The use of sodium alginate powder allowed investigation of the effect of hydration prior to mixing with the sand (wet mixing) versus hydration after mixing (dry mixing). Previous studies have highlighted the suitability of each method for deep and shallow biopolymer-based stabilization respectively34. Therefore, both methodologies were assessed using identical quantities of materials. Specific procedures follow.

Dry mixing
  1. 1.

    Dry sand (86.45 g) was mixed with alginate powder (Fig. 1a-1).

  2. 2.

    1PV (20 ml) of DI water was added and mixed thoroughly (Fig. 1a-2).

This method facilitates the mixing process, specifically at high alginate concentrations, where hydrated alginate powder is highly viscous.

Wet mixing
  1. 1.

    Alginate powder was hydrated with 1PV of DI water and mix thoroughly (Fig. 1b-1).

  2. 2.

    Then, hydrated alginate solution was mixed with dry sand particles (Fig. 1b-2).

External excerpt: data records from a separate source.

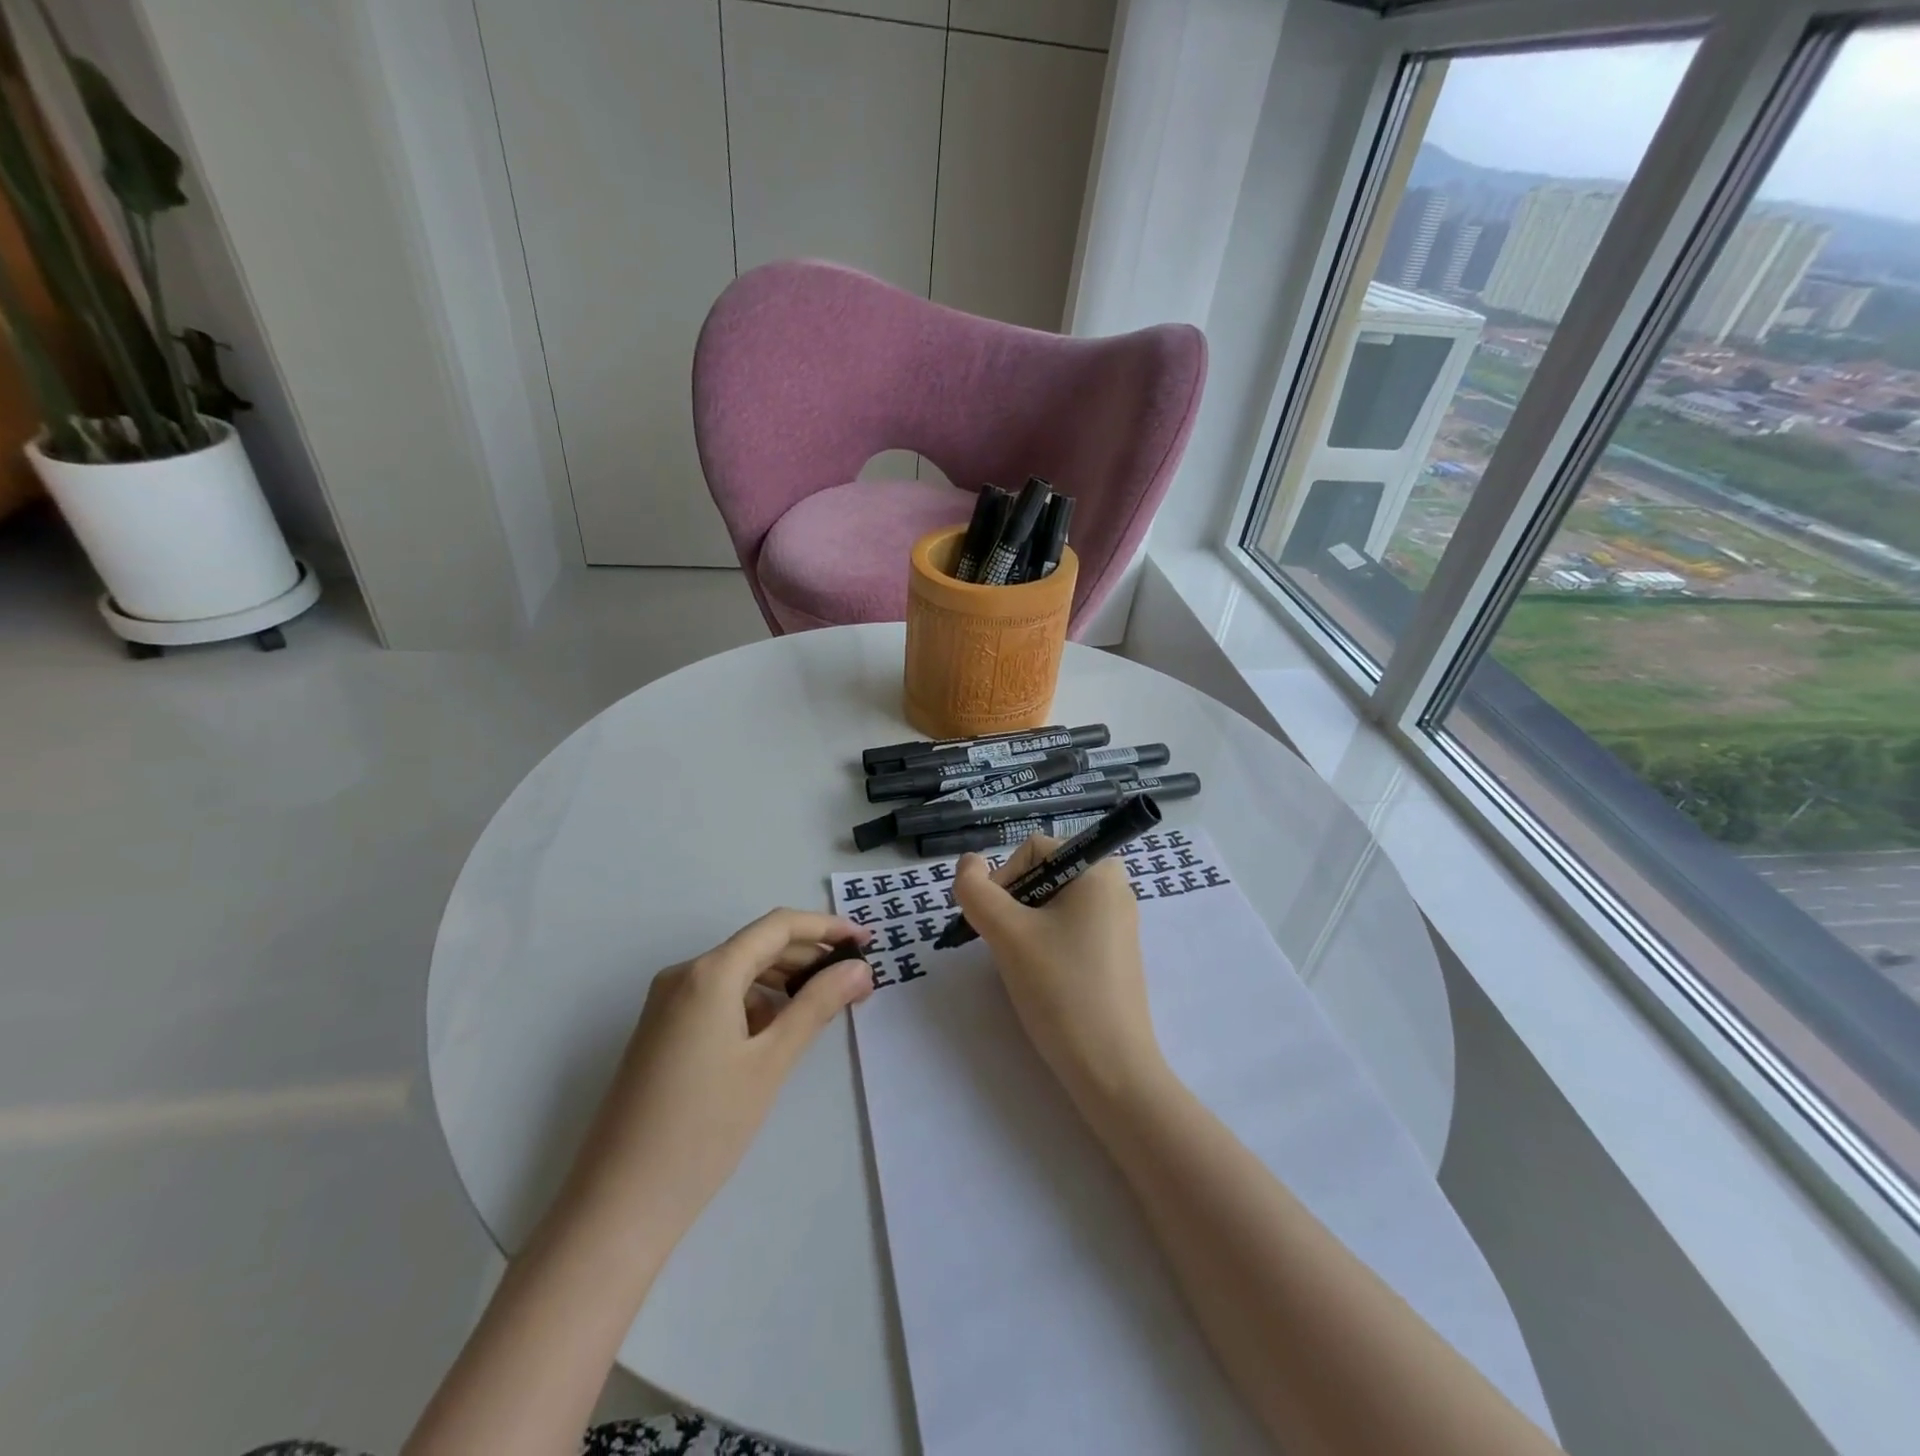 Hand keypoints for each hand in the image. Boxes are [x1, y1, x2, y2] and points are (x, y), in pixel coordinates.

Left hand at [555, 910, 873, 1255]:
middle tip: (855, 981)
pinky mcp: (661, 1031)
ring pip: (738, 973)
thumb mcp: (771, 1062)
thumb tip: (860, 968)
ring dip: (783, 982)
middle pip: (757, 946)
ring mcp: (666, 1004)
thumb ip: (818, 1005)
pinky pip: (717, 998)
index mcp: (709, 973)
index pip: (778, 926)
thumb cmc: (704, 1127)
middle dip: (808, 957)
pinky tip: (774, 1036)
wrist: (618, 1204)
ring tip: (823, 1008)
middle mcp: (684, 975)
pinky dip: (753, 1004)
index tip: (866, 941)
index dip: (826, 927)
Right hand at [953, 839, 1165, 1110]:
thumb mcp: (1008, 934)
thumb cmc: (1060, 989)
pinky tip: (1044, 978)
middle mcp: (1115, 886)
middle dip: (1013, 908)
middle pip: (1041, 876)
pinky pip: (1069, 929)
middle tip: (1007, 948)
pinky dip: (1045, 945)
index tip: (994, 925)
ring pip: (1050, 906)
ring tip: (1026, 967)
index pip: (1031, 851)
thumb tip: (967, 862)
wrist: (1110, 1069)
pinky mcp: (1115, 952)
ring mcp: (1118, 921)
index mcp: (1099, 869)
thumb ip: (976, 890)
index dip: (1002, 881)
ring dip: (1025, 929) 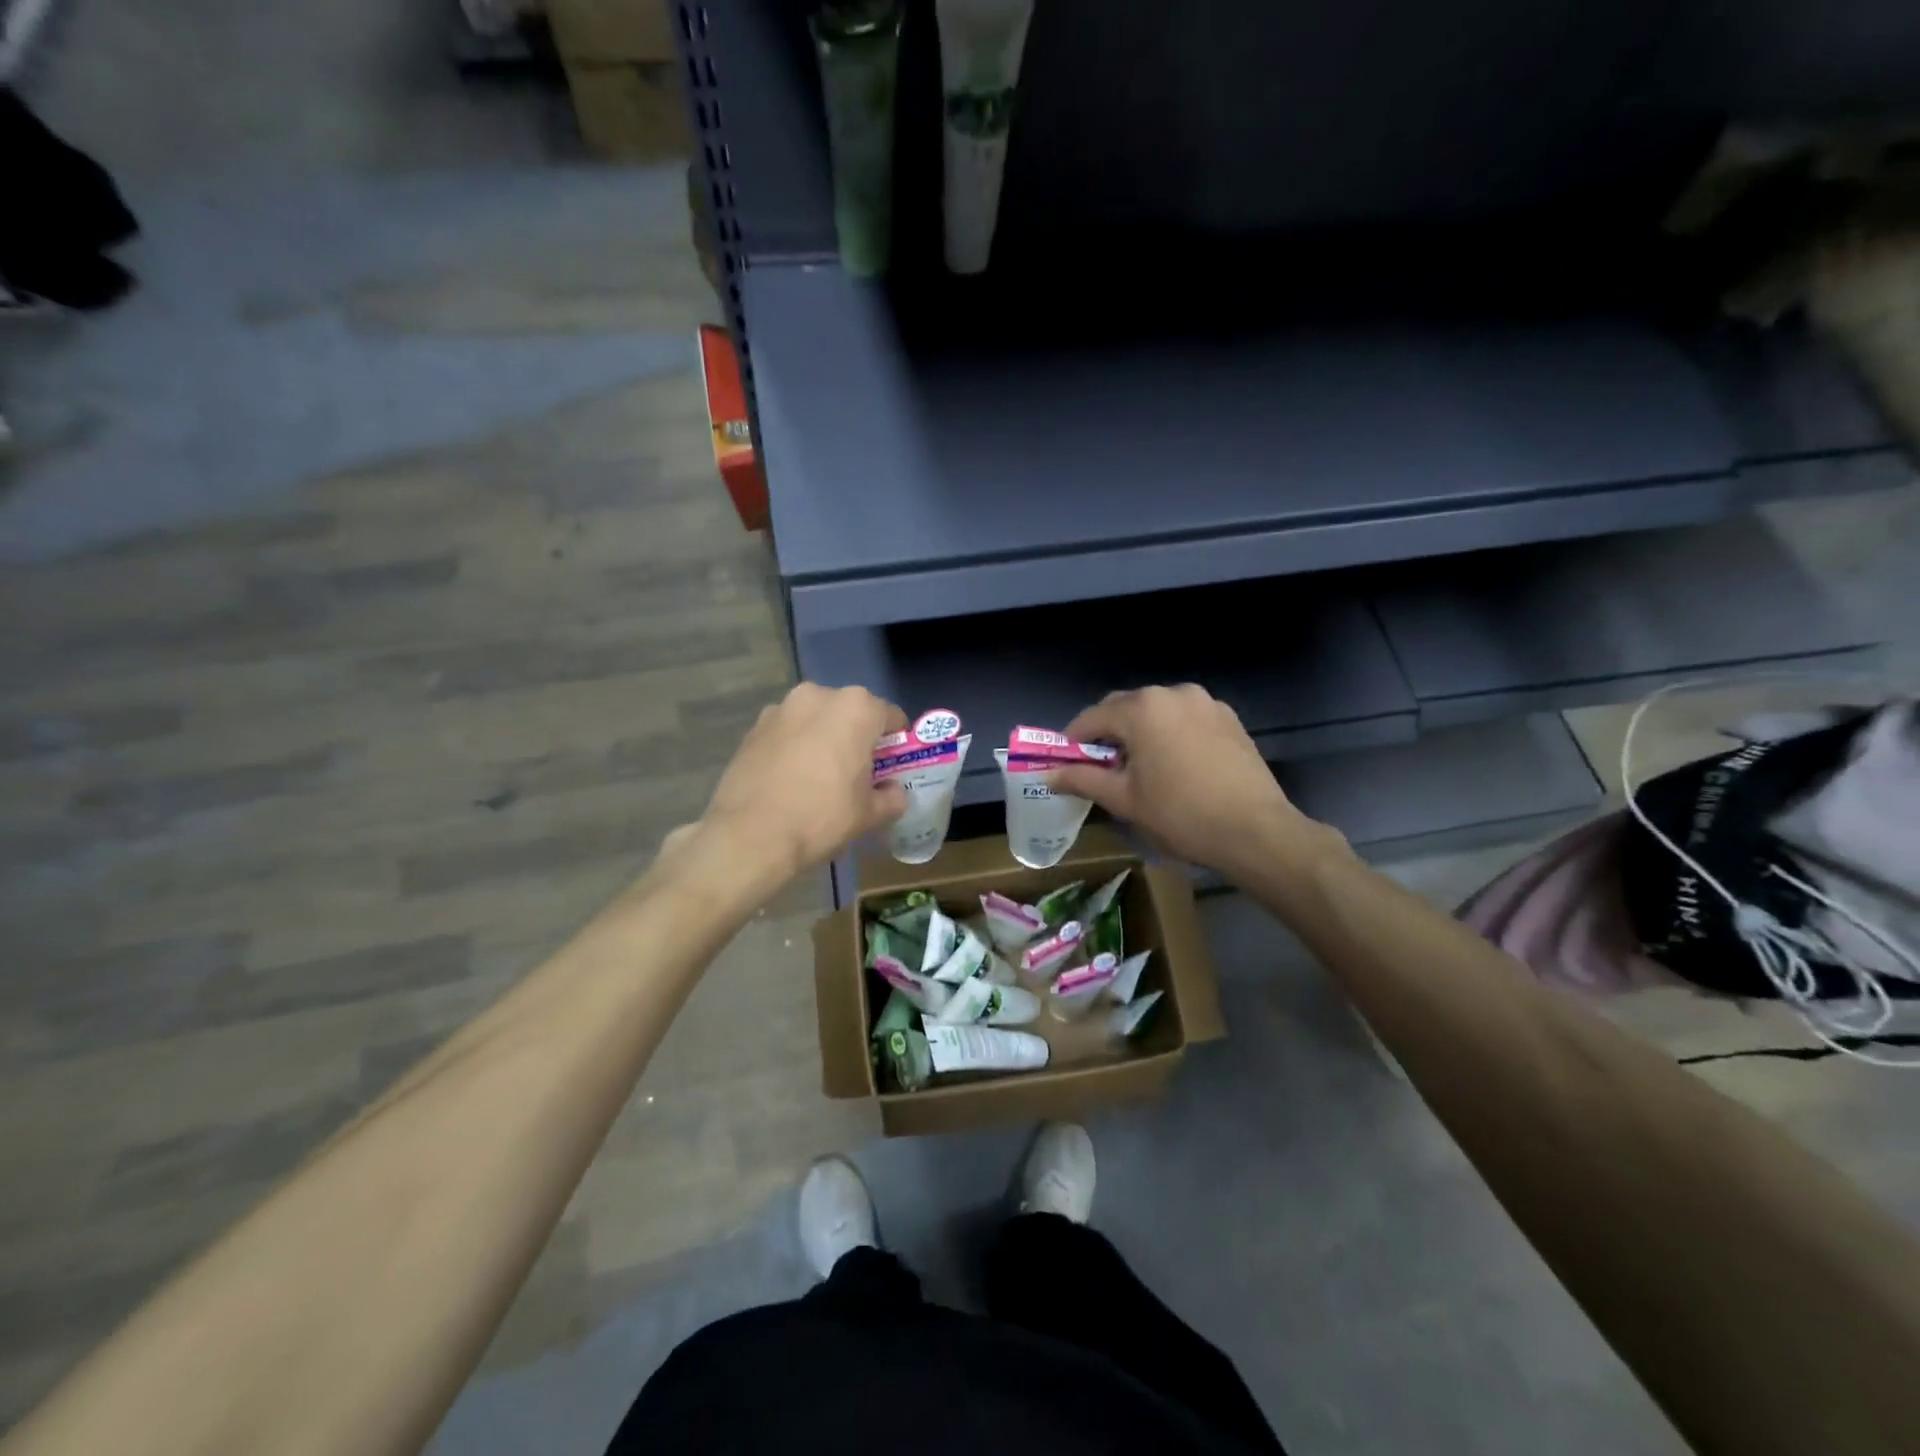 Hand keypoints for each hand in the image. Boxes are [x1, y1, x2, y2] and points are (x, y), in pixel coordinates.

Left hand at [696, 683, 907, 886]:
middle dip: (856, 737)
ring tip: (818, 777)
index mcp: (856, 708)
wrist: (750, 835)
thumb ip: (892, 797)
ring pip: (815, 720)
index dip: (895, 743)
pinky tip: (789, 780)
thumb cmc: (822, 817)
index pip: (890, 717)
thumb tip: (894, 793)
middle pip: (850, 713)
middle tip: (856, 774)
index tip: (891, 767)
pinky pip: (787, 733)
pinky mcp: (753, 728)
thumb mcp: (870, 814)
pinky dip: (794, 747)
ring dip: (823, 739)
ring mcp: (781, 708)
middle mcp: (818, 695)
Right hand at [1049, 685, 1329, 876]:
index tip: (1065, 763)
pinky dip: (1171, 733)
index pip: (1092, 717)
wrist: (1255, 831)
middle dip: (1108, 733)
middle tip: (1100, 767)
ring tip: (1140, 766)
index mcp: (1142, 709)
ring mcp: (1205, 702)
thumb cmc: (1180, 814)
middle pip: (1126, 708)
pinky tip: (1175, 764)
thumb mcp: (1124, 800)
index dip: (1073, 740)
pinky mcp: (1229, 718)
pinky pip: (1186, 718)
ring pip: (1158, 711)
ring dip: (1141, 731)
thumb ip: (1082, 779)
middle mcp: (1172, 693)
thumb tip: (1048, 775) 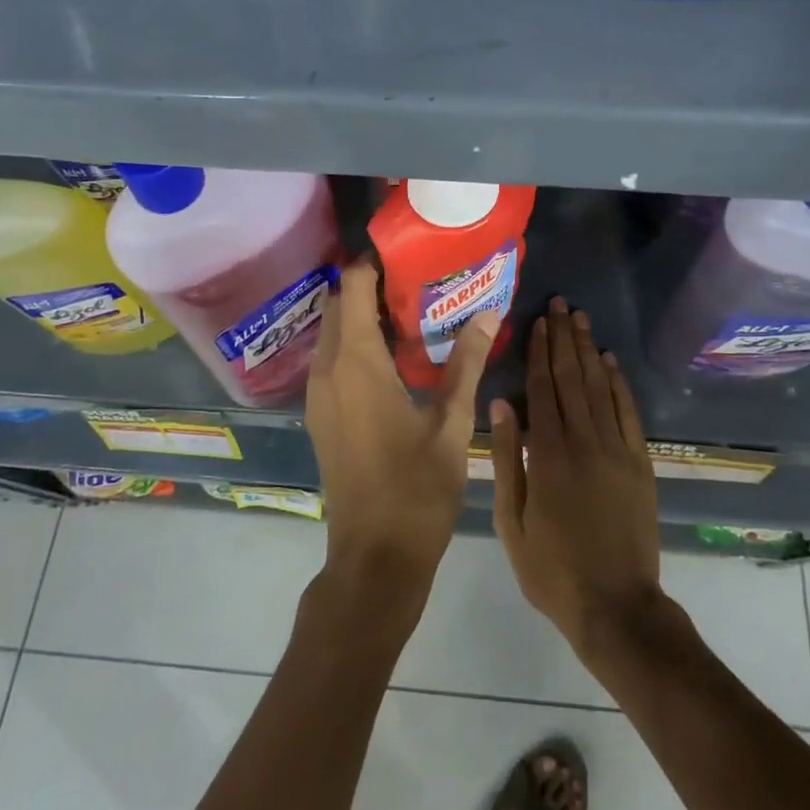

In this method, we ensured that all the powder particles were hydrated in the mixture.

Compaction

Specimens were packed into 3D-printed detachable cylinders (64 mm height, 32 mm diameter) at a void ratio e = 0.6 (Fig. 1c-3).

Crosslinking

Specimens were submerged in 20 g/L CaCl2 solution (216 ml per specimen), ensuring full immersion (Fig. 1c-4). After two days, the moulds were removed and the exposed specimens were left submerged in the CaCl2 solution for an additional day to complete crosslinking. Samples were then rinsed with tap water to remove excess salts.

Curing

Samples were dried at 50 °C for 24 h, based on the optimal curing conditions identified by Wen et al. (2019) (16, Fig. 1c-5).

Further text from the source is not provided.